Task to carry out → Go through the records and copy each line where the string "dead" occurs.

· · · ·

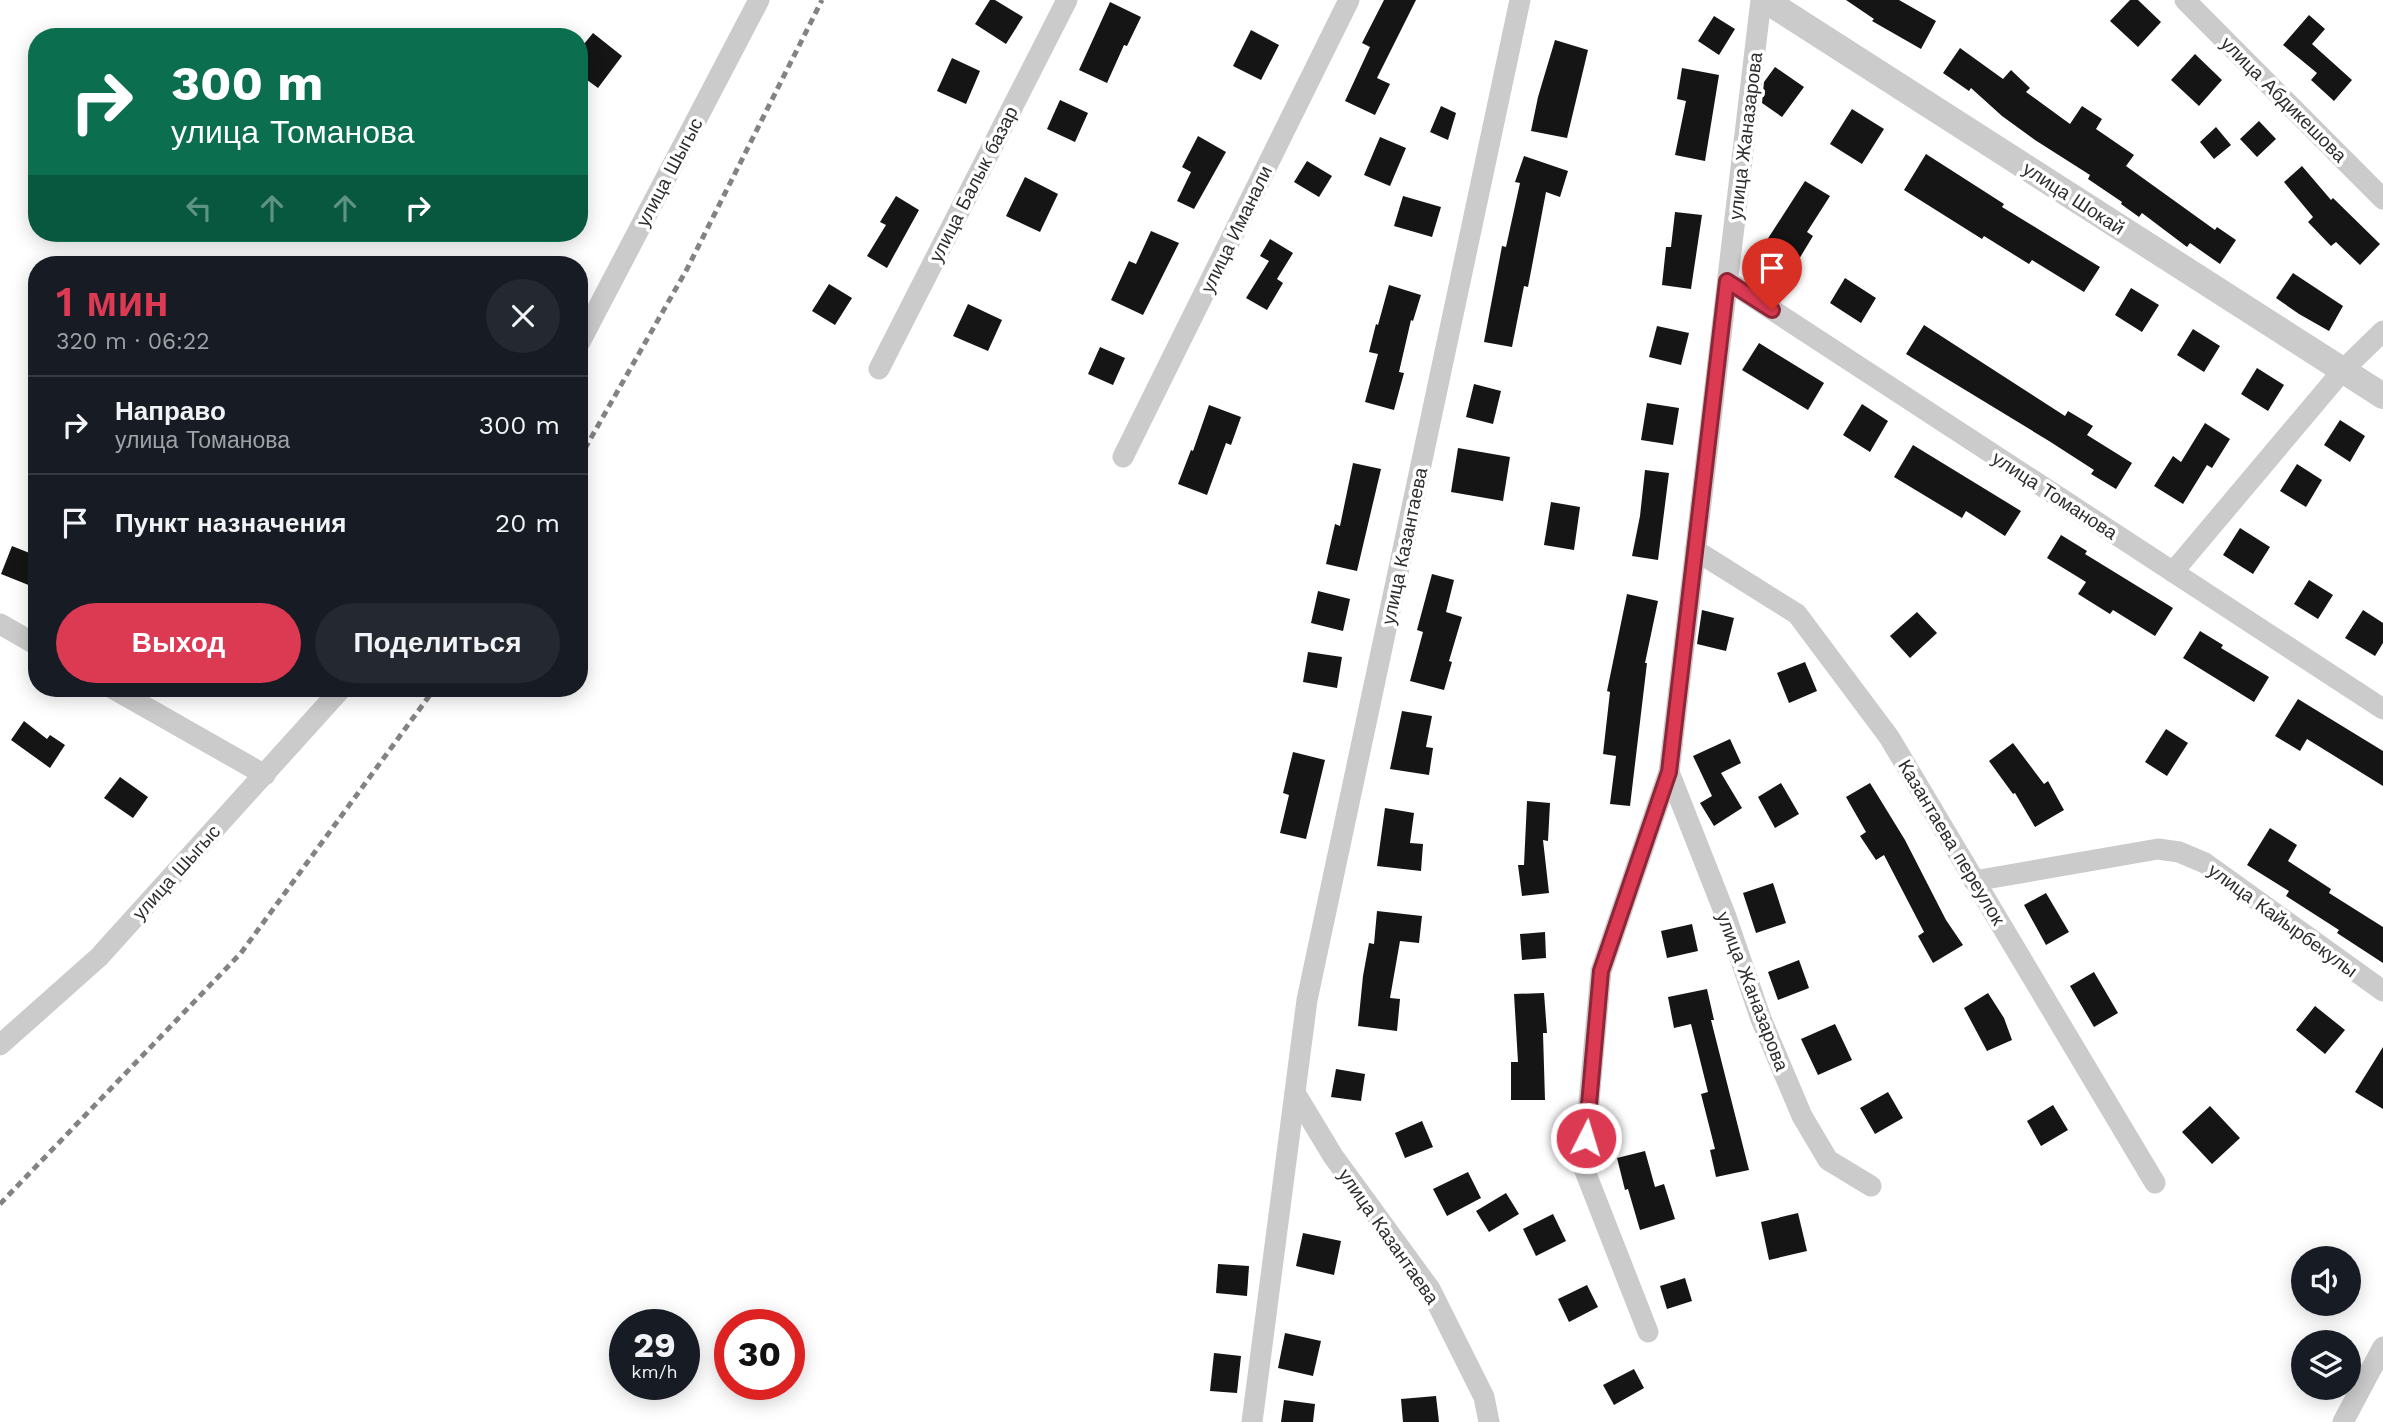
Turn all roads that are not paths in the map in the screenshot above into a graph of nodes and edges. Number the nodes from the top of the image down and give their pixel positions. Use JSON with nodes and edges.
{"nodes":[{"id":1,"x":760,"y":0,"type":"edge"},
{"id":2,"x":1067,"y":0,"type":"edge"},
{"id":3,"x":1349,"y":0,"type":"edge"},
{"id":4,"x":1520,"y":0,"type":"edge"},
{"id":5,"x":1763,"y":0,"type":"edge"},
{"id":6,"x":2185,"y":0,"type":"edge"},
{"id":7,"x":2383,"y":199,"type":"edge"},
{"id":8,"x":1727,"y":281,"type":"junction"},
{"id":9,"x":588,"y":327,"type":"edge"},
{"id":10,"x":2383,"y":331,"type":"edge"},
{"id":11,"x":879,"y":369,"type":"dead end"},
{"id":12,"x":2343,"y":370,"type":"junction"},
{"id":13,"x":2383,"y":396,"type":"edge"},
{"id":14,"x":1123,"y":457,"type":"dead end"},
{"id":15,"x":1695,"y":550,"type":"junction"},
{"id":16,"x":2173,"y":572,"type":"junction"},
{"id":17,"x":0,"y":624,"type":"edge"},
{"id":18,"x":28,"y":640,"type":"edge"},
{"id":19,"x":128,"y":697,"type":"edge"},
{"id":20,"x":334,"y":697,"type":"edge"},
{"id":21,"x":2383,"y":709,"type":"edge"},
{"id":22,"x":1669,"y":772,"type":"junction"},
{"id":23,"x":265,"y":775,"type":"junction"},
{"id":24,"x":1974,"y":881,"type":"junction"},
{"id":25,"x":2383,"y":991,"type":"edge"},
{"id":26,"x":4,"y":1035,"type":"edge"},
{"id":27,"x":1295,"y":1093,"type":"junction"},
{"id":28,"x":2155,"y":1183,"type":"dead end"},
{"id":29,"x":1871,"y":1186,"type":"dead end"},
{"id":30,"x":1648,"y":1332,"type":"dead end"},
{"id":31,"x":2383,"y":1347,"type":"edge"},
{"id":32,"x":1252,"y":1422,"type":"edge"},
{"id":33,"x":1489,"y":1422,"type":"edge"},
{"id":34,"x":2343,"y":1422,"type":"edge"}],
"edges":[{"from":1,"to":9,"type":"street","name":"улица Шыгыс"},
{"from":2,"to":11,"type":"street","name":"улица Балык базар"},
{"from":3,"to":14,"type":"street","name":"улица Иманали"},
{"from":4,"to":27,"type":"street","name":"улица Казантаева"},
{"from":5,"to":8,"type":"street","name":"улица Жаназарова"},
{"from":5,"to":12,"type":"street","name":"улица Шокай"},
{"from":6,"to":7,"type":"street","name":"улица Абдикешова"},
{"from":8,"to":15,"type":"street","name":"улица Жаназарова"},
{"from":8,"to":16,"type":"street","name":"улица Томанова"},
{"from":10,"to":12,"type":"street"},
{"from":12,"to":13,"type":"street","name":"улица Шокай"},
{"from":12,"to":16,"type":"street"},
{"from":15,"to":22,"type":"street","name":"улица Жаназарова"},
{"from":15,"to":24,"type":"street","name":"Казантаева переулок"},
{"from":16,"to":21,"type":"street","name":"улица Томанова"},
{"from":17,"to":18,"type":"street"},
{"from":19,"to":23,"type":"street"},
{"from":20,"to":23,"type":"street","name":"улица Шыгыс"},
{"from":22,"to":29,"type":"street","name":"улица Жаназарова"},
{"from":22,"to":30,"type":"street","name":"улица Жаназарова"},
{"from":23,"to":26,"type":"street","name":"улица Шыгыс"},
{"from":24,"to":25,"type":"street","name":"улица Кайырбекулы"},
{"from":24,"to":28,"type":"street","name":"Казантаева переулок"},
{"from":27,"to":32,"type":"street","name":"улица Казантаева"},
{"from":27,"to":33,"type":"street","name":"улица Казантаева"},
{"from":31,"to":34,"type":"street"}]}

· · · ·

Task answer →
{"id":11,"x":879,"y":369,"type":"dead end"},
{"id":14,"x":1123,"y":457,"type":"dead end"},
{"id":28,"x":2155,"y":1183,"type":"dead end"},
{"id":29,"x":1871,"y":1186,"type":"dead end"},
{"id":30,"x":1648,"y":1332,"type":"dead end"},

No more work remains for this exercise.